Here is an example from Bitlis, front and back. There is no shoulder seam, the sleeves are sewn in at right angles, and there are gussets and gores set in under the arms to provide fullness. Note the narrow ribbon sewn on top of the seam. This was also often considered to provide protection, especially if it was yellow.
The strings may have been to hike up the hem by tying them around the waist, thus making it easier to work. This can be seen in some old drawings, like this one by Arakel Padrik of a woman from Gavash on the south shore of Lake Van.
On top of the chemise was worn a kaftan, zpun or anteri, often more than one. This generally had a low cut neckline in front, and was open down the middle and up the sides to the waist.
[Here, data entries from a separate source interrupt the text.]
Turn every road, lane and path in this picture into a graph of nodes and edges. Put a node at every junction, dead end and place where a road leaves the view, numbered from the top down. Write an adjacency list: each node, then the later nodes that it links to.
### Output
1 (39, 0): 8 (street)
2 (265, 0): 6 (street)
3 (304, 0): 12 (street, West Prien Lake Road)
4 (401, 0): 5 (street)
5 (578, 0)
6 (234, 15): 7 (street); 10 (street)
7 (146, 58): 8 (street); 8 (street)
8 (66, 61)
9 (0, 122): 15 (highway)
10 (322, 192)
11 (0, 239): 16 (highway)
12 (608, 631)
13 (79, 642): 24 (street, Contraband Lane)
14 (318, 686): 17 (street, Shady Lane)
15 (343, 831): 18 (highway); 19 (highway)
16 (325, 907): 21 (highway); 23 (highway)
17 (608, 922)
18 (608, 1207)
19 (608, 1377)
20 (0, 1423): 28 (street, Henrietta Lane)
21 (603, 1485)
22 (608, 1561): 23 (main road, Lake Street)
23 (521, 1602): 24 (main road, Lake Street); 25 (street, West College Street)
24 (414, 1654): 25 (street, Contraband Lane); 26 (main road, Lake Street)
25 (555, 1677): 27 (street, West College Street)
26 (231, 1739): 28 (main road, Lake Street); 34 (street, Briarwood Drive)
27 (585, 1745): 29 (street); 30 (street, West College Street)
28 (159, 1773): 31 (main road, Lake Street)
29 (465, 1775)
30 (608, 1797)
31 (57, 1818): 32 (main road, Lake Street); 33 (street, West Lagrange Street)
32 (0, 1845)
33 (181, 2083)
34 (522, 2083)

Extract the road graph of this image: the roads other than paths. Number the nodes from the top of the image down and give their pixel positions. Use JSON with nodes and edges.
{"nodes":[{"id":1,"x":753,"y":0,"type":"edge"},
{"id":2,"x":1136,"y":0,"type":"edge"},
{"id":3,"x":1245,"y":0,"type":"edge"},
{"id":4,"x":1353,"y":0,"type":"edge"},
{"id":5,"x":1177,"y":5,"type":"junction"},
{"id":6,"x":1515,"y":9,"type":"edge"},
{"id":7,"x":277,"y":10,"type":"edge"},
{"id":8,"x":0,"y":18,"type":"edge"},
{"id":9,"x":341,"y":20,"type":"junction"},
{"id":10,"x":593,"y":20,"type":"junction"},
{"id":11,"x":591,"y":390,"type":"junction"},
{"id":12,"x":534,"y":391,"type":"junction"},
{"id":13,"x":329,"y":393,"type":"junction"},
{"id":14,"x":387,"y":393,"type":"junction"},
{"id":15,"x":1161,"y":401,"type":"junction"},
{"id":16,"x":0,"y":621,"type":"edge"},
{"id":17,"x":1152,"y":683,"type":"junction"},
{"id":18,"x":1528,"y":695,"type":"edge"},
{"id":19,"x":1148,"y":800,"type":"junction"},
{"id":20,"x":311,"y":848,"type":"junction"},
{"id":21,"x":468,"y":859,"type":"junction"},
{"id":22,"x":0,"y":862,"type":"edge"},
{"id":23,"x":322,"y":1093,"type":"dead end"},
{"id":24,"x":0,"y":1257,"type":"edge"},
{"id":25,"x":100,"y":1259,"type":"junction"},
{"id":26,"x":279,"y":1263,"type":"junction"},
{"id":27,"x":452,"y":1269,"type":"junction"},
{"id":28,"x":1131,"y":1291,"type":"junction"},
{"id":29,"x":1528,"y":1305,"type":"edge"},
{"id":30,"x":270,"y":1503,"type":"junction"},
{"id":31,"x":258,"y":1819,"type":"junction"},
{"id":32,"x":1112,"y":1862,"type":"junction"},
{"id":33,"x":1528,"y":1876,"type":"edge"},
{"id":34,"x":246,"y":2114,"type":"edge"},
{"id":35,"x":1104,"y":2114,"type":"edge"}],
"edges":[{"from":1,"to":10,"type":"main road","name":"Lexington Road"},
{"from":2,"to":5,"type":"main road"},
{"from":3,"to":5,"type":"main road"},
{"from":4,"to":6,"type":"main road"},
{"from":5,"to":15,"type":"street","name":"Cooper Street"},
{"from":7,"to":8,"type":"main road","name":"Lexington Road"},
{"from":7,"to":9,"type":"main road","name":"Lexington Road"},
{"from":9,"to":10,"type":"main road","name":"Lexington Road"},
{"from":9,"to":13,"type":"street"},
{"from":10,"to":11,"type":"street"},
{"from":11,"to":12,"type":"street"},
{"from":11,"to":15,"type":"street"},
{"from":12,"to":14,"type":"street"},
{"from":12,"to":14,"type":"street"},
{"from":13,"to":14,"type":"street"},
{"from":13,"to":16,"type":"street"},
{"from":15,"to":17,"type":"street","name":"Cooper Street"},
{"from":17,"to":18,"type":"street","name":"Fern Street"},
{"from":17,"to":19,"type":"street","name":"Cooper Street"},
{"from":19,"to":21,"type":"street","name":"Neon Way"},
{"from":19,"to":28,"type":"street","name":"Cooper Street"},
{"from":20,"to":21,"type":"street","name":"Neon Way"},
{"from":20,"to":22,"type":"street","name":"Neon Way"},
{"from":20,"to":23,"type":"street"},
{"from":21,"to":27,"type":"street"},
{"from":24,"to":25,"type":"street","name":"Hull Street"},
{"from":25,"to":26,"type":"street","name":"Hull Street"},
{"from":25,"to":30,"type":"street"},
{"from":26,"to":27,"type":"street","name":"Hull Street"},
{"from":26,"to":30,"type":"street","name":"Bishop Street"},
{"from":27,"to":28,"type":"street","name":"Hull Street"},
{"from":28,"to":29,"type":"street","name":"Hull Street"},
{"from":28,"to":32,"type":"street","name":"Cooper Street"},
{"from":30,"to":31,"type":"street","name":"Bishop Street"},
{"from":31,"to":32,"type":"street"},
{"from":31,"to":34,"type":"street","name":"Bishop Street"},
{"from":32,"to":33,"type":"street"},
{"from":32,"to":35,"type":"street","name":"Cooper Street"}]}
These were made in many colors, using many different materials, common to very expensive. They were usually striped or had some sort of design in the fabric. Gussets were placed under the arms and gores to widen the bottom hem.
Here is an example from Bitlis.
Here is another example from the Van area. This kaftan was obviously meant to be worn under another one. This is indicated by the shoulder, upper back and upper sleeves being made from a cheaper material, areas that would not be seen when layered. Also the extra long sleeves which are slit up to the wrist. These would dangle from the cuffs of the kaftan worn over it. I believe that the reason that Armenian women were so fond of these dangling sleeves is that they flutter with the movements of Armenian dances, which are full of arm movements. In Vaspurakan, even the men sometimes had embroidered streamers attached to the cuffs of their dress shirts, for the same reason.
Note that this one has ties connected to the corners of the two front panels, which means that they would often have been tied up towards the back, like wings. If we look again at the drawing of the woman from Gavash by Padrik, it appears that her kaftan is also tied up in this manner. Here is another of his drawings, showing a woman from Van from the back.
Here is another drawing by Padrik, showing a woman from Van in a fancy jacket. Note that she also has a long fluttery undersleeve.
When a more dressy effect is desired, a dickey, krtskal or srtanots may be worn over the chemise and either over or under the kaftan. This has a strap which goes around the neck and fastens on top, and may have two straps attached to the bottom corners, which tie around the waist. It may be made of a fancier material, or be embroidered.
The embroidery in this case is a mix of zigzag stitch, appliqued cord, and brick or bargello stitch. This example shows some of the same motifs that appear on the aprons and head scarves.
The focal point of this costume, as you can see from Padrik's drawings, is the apron, mezar or gognots. Here is an example of an ensemble from Vaspurakan. Here we can see the chemise, dickey, two kaftans, a necklace, a sash, and an embroidered apron.
When I first saw images of these aprons, I thought that they must be tapestry woven, but close examination leaves no doubt. Here is a closeup of a half apron with a design close to that shown above.
And another example.
These two examples seem to be entirely executed in cross stitch. the second with some white beads sewn on top. Other examples also show the use of brick or bargello stitch, as in this example from Turuberan, the area around Moush.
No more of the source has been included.